Les stigmates de mon époux demeurent frais et ouverts, tant que sont ouvertes les blessures des péchés des hommes. Justement le fait que les blessures du Christ restent ouvertes est la faute des prêtres. Ils déchirent mon vêtement puisqu’ils sont transgresseurs de la Loi, de l’Évangile et de leur devoir sacerdotal. Ils enlèvent la splendeur à mon manteau, parce qu’ils négligent totalement les règles qui leur sont imposées. Ils souillent mes chaussures, parce qu’ils ne marchent pas sur les droits chemins, c’est-à-dire sur les durs et exigeants chemins de la justice, et ils ne donnent pas aussi un bon exemple à ceux qui leur sont soumis. Toutefois je trouve en certains la splendeur de la vérité’.
Et j’entendis une voix du ciel qui disait : ‘Cette image représente l’Église. C’est pourquoi, ô être humain qui vois tout cela et qui écoutes les paroles de plainte, annonce-le aux prêtres qui sont destinés à la conduite et à l’instruction du peuple de Dieu et auxquels, comme aux Apôtres, il a été dit : " Allez dans le monde entier. Proclamez la Bonne Nouvelle à toute la création "’ (Mc 16, 15) » (Lettre à Werner von Kirchheim et à sa communauté sacerdotale : PL 197, 269ss).

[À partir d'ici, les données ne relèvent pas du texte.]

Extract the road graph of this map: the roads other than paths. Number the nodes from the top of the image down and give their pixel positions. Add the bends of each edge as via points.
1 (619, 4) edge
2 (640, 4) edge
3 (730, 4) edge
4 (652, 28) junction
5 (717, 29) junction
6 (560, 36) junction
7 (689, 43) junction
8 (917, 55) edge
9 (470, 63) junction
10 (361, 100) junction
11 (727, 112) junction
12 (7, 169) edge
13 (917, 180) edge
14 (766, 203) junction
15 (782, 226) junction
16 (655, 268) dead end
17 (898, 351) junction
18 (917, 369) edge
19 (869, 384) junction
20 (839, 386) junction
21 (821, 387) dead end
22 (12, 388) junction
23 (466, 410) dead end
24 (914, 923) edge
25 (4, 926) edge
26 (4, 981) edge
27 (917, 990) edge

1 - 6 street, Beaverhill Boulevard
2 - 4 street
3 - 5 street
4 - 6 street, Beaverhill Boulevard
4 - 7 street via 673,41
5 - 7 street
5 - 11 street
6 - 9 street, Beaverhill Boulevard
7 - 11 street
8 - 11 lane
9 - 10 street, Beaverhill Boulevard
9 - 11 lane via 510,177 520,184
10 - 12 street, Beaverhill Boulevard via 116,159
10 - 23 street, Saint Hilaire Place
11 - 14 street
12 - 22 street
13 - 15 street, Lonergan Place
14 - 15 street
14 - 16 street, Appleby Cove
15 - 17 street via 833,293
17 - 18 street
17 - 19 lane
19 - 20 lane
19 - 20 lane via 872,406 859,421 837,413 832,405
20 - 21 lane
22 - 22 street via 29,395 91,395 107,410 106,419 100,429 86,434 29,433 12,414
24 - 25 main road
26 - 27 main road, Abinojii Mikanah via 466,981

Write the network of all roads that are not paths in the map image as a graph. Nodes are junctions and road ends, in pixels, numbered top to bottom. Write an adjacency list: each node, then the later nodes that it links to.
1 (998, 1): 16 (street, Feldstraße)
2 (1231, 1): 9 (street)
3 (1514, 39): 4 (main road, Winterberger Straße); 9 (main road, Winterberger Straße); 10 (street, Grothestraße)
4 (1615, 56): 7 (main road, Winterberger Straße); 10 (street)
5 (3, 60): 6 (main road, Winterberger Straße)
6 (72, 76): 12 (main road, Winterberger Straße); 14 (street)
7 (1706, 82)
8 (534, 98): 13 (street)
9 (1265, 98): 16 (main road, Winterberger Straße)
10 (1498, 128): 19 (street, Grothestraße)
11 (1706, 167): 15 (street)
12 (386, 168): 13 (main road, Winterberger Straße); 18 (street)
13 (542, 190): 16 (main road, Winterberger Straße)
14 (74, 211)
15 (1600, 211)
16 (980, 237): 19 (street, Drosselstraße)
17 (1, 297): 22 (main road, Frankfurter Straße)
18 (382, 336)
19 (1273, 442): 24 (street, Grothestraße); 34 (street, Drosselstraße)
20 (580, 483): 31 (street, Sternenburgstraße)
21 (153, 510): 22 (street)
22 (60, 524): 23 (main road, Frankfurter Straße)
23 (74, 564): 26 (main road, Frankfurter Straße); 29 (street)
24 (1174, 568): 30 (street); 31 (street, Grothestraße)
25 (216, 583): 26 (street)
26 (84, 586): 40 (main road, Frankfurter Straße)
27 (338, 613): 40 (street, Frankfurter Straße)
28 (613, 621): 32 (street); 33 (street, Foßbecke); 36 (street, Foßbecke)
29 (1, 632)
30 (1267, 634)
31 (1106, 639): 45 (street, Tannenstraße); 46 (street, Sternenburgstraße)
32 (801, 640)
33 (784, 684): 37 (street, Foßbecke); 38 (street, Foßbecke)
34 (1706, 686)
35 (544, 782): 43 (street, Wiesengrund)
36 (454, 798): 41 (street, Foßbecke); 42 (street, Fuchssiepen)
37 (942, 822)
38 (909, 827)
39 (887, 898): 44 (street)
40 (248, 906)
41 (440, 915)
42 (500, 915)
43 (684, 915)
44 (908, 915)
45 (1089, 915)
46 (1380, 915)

Dans la vision de sainte Hildegarde, le visage de l’Église est couvert de poussière, et c’est ainsi que nous l’avons vu. Son vêtement est déchiré – par la faute des prêtres. Ainsi comme elle l’a vu et exprimé, nous l’avons vu cette année. Nous devons accueillir cette humiliation comme une exhortation à la vérité et un appel au renouvellement. Seule la vérité sauve. Nous devons nous interroger sur ce que nous pouvons faire pour réparer le plus possible l’injustice qui a eu lieu. Nous devons nous demander ce qui était erroné dans notre annonce, dans notre façon tout entière de configurer l’être chrétien, pour qu’une telle chose ait pu arriver. Nous devons trouver une nouvelle détermination dans la foi et dans le bien. Nous devons être capables de pénitence. Nous devons nous efforcer de tenter tout ce qui est possible, dans la préparation au sacerdoce, pour qu’une telle chose ne puisse plus arriver. C’est aussi le lieu pour remercier de tout cœur tous ceux qui s’engagent pour aider les victimes et pour leur redonner la confiance dans l’Église, la capacité de croire à son message. Dans mes rencontres avec les victimes de ce péché, j’ai toujours trouvé aussi des personnes qui, avec grand dévouement, se tiennent aux côtés de celui qui souffre et a subi un préjudice. C’est l’occasion pour remercier aussi les si nombreux bons prêtres qui transmettent dans l’humilité et la fidélité, la bonté du Seigneur et qui, au milieu des dévastations, sont témoins de la beauté non perdue du sacerdoce.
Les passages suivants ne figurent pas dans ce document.